Data shown START
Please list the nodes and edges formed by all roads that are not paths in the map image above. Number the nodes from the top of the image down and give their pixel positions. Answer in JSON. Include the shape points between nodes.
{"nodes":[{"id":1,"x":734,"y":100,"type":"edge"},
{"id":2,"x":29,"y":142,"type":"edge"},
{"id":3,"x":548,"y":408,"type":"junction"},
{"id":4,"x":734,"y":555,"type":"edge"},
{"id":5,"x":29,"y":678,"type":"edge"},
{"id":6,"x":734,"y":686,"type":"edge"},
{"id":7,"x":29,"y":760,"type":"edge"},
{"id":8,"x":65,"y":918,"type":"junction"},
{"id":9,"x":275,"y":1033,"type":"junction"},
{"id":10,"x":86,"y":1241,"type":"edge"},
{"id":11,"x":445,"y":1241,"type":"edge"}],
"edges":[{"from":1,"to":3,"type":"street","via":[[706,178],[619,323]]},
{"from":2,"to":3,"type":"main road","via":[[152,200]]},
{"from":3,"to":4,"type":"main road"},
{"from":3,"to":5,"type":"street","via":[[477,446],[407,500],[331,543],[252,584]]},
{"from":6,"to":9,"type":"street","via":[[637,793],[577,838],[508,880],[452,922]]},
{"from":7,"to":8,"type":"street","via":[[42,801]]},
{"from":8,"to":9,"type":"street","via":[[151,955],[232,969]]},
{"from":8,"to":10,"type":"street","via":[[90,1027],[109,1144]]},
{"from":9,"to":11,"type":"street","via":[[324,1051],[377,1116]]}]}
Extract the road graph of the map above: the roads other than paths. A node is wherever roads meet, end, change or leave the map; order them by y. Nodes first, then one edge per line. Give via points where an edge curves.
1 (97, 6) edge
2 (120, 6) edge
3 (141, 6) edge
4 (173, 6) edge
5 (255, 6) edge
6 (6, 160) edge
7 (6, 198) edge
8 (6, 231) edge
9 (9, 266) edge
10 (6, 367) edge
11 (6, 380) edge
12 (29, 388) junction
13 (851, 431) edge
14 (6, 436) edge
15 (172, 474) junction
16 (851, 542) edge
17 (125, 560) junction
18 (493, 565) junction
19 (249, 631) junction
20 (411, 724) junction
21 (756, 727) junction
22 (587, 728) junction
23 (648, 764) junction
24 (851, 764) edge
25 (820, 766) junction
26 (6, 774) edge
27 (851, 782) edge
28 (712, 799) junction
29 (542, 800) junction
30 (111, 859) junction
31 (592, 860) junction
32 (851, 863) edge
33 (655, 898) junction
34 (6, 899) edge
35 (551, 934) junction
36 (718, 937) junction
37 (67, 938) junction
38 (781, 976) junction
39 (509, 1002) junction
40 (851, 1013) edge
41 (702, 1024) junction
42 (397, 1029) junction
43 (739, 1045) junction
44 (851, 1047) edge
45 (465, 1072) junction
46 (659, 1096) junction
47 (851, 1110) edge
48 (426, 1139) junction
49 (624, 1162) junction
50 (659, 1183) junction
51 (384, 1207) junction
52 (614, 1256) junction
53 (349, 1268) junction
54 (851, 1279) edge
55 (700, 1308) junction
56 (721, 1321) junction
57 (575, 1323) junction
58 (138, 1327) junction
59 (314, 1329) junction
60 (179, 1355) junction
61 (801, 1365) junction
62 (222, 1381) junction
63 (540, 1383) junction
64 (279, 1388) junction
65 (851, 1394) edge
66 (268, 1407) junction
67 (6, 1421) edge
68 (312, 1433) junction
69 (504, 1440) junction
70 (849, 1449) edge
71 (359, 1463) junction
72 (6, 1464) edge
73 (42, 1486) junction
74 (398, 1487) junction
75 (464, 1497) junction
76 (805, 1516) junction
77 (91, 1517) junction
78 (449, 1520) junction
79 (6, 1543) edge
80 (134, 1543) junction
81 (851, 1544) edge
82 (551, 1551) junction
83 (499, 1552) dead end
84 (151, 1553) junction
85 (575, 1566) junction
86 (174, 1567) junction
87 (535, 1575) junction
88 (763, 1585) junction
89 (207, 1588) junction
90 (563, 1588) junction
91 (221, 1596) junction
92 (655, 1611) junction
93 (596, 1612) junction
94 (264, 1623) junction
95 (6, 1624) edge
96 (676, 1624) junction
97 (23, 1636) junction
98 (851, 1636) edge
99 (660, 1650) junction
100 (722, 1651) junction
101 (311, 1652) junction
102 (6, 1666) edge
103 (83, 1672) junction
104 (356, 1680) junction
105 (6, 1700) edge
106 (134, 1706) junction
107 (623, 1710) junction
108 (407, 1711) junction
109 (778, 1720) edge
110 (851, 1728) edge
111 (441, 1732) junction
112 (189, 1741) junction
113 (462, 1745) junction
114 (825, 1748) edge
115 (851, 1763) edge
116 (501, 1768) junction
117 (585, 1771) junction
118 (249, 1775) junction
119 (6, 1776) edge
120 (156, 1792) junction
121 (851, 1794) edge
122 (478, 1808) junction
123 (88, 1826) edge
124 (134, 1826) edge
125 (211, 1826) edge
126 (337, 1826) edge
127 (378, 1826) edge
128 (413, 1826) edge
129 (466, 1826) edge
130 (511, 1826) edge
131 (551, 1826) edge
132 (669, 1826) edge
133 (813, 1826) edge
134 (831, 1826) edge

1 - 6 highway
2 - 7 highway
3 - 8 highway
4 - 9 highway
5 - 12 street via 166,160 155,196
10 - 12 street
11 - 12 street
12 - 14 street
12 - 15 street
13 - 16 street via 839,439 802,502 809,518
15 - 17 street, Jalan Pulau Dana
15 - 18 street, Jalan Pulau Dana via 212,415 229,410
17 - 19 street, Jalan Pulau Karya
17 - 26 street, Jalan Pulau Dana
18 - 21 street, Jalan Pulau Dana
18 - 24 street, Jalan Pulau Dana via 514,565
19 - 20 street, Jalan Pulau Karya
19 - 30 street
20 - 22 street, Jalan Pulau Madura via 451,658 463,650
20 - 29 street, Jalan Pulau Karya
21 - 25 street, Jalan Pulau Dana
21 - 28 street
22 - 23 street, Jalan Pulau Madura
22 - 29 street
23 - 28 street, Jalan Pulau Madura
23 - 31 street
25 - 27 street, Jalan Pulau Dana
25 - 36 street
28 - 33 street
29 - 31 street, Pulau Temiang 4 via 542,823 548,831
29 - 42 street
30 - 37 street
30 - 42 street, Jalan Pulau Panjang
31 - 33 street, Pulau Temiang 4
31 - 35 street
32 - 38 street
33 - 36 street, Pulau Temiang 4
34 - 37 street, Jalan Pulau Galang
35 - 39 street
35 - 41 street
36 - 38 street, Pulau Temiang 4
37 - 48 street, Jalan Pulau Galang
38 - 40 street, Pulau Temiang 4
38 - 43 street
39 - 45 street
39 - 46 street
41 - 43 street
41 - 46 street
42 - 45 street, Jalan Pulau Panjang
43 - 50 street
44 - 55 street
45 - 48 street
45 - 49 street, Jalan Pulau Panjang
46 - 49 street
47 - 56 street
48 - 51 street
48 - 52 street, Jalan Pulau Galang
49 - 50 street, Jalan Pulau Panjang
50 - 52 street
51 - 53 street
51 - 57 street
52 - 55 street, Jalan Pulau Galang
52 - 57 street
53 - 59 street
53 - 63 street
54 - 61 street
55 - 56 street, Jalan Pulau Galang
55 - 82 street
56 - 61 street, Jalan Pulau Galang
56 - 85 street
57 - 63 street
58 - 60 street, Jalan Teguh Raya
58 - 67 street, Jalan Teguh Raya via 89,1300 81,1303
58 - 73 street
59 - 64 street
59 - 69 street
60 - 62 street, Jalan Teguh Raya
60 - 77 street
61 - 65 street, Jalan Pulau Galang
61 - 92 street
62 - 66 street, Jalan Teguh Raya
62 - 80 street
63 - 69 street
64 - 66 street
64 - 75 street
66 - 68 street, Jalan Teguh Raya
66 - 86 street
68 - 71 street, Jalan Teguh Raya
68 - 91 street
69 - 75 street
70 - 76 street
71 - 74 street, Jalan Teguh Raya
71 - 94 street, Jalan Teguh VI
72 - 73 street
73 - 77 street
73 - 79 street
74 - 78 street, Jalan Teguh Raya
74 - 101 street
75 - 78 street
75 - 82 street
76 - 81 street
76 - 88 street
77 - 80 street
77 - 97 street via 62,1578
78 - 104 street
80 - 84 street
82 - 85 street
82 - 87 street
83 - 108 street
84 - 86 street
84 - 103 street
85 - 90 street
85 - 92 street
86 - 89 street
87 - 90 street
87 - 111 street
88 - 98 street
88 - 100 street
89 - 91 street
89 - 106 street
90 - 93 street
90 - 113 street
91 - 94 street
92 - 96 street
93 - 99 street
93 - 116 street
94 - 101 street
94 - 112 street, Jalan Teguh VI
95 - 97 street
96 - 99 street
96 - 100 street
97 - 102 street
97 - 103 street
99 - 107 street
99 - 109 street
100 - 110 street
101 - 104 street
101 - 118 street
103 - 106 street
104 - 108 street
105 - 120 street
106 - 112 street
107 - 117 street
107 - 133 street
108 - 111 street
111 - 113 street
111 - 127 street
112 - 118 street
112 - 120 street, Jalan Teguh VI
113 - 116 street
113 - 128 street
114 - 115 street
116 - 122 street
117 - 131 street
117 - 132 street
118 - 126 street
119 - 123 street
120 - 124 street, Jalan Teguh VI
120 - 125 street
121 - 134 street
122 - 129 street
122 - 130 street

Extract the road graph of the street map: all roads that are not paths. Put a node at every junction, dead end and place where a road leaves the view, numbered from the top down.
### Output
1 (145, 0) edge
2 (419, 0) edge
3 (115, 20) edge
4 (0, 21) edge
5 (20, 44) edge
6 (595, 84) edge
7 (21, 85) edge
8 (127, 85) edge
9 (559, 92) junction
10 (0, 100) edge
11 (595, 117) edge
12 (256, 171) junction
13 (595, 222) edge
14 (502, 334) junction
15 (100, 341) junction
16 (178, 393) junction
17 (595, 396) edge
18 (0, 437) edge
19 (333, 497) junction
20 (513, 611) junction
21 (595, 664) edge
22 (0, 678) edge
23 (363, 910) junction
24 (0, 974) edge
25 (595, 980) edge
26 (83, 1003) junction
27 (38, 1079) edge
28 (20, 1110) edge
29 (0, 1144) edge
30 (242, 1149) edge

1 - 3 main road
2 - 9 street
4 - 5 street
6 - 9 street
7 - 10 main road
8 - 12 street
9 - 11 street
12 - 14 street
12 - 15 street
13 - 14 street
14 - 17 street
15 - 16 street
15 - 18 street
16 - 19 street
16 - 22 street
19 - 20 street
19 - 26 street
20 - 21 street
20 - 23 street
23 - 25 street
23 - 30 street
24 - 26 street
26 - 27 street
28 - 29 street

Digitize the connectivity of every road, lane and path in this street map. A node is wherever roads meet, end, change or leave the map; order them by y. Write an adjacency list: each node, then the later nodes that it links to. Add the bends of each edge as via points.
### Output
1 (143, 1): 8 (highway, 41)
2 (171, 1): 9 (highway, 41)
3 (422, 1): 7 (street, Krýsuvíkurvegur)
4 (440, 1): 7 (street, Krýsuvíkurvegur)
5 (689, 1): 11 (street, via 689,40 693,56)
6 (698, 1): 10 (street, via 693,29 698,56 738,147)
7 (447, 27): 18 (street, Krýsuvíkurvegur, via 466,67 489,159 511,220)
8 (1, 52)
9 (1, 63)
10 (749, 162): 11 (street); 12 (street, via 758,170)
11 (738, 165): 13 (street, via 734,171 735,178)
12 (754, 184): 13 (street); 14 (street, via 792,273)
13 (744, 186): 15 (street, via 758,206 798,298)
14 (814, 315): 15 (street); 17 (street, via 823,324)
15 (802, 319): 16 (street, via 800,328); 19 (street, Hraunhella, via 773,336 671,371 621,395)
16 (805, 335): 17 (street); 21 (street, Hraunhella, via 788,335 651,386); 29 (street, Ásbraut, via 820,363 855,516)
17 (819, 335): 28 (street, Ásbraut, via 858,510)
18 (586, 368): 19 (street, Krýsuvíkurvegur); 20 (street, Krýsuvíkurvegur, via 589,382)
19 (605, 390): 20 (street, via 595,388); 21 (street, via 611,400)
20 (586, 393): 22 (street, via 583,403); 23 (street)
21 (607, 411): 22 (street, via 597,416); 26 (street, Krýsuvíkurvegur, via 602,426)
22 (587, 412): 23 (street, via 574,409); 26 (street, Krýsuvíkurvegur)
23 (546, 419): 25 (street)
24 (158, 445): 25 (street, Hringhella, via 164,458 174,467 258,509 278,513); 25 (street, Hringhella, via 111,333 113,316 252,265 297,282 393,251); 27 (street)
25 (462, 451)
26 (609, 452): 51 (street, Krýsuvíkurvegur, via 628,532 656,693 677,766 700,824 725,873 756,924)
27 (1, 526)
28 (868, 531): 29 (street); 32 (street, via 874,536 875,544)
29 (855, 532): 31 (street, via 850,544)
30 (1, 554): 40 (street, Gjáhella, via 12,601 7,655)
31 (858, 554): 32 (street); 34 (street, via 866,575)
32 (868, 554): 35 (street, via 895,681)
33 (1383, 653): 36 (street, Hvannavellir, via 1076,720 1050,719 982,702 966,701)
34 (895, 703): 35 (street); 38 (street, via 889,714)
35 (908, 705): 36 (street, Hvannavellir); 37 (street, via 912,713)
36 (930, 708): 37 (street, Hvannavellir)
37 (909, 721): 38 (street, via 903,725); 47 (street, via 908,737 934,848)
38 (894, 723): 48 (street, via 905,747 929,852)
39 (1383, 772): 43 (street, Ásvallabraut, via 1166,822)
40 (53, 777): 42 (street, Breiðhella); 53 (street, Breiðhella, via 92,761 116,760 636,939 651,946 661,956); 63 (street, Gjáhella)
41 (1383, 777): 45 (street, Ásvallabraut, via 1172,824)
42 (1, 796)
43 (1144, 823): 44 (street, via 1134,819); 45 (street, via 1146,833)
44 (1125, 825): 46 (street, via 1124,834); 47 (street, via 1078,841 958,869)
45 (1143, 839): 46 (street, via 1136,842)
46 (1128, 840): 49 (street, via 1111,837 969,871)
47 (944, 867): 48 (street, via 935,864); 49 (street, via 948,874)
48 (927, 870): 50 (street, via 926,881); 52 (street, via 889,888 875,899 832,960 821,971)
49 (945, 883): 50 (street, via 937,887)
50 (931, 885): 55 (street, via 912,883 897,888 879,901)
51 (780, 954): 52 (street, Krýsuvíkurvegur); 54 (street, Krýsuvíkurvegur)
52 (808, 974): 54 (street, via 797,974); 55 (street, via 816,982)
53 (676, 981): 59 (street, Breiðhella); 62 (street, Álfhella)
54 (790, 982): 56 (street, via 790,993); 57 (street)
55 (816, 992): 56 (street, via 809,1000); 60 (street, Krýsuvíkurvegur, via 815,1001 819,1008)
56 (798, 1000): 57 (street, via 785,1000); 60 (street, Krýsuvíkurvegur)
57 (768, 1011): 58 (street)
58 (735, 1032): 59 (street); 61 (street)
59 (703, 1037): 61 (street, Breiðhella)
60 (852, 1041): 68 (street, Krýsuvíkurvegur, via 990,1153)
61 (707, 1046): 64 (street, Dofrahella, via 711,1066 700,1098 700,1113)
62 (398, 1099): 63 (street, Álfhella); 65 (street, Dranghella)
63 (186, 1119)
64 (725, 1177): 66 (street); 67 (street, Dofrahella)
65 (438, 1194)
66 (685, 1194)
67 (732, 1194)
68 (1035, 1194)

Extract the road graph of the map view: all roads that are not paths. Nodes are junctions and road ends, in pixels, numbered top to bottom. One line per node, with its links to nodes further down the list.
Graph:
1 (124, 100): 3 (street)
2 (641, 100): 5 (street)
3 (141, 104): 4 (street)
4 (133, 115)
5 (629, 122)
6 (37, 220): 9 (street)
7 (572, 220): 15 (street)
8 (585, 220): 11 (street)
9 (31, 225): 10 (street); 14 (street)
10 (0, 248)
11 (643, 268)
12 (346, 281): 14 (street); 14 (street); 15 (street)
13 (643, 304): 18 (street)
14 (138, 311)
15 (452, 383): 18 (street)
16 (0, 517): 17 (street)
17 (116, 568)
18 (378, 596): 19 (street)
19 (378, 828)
Data shown END
Task to complete >> Among the lines above, find those containing the word "from" and copy each.

Exercise response >>
Please list the nodes and edges formed by all roads that are not paths in the map image above. Number the nodes from the top of the image down and give their pixel positions. Answer in JSON. Include the shape points between nodes.
"edges":[{"from":1,"to":3,"type":"street","via":[[706,178],[619,323]]},
{"from":2,"to":3,"type":"main road","via":[[152,200]]},
{"from":3,"to":4,"type":"main road"},
{"from":3,"to":5,"type":"street","via":[[477,446],[407,500],[331,543],[252,584]]},
{"from":6,"to":9,"type":"street","via":[[637,793],[577,838],[508,880],[452,922]]},
{"from":7,"to":8,"type":"street","via":[[42,801]]},
{"from":8,"to":9,"type":"street","via":[[151,955],[232,969]]},
{"from":8,"to":10,"type":"street","via":[[90,1027],[109,1144]]},
{"from":9,"to":11,"type":"street","via":[[324,1051],[377,1116]]}]}
Extract the road graph of the street map: all roads that are not paths. Put a node at every junction, dead end and place where a road leaves the view, numbered from the top down.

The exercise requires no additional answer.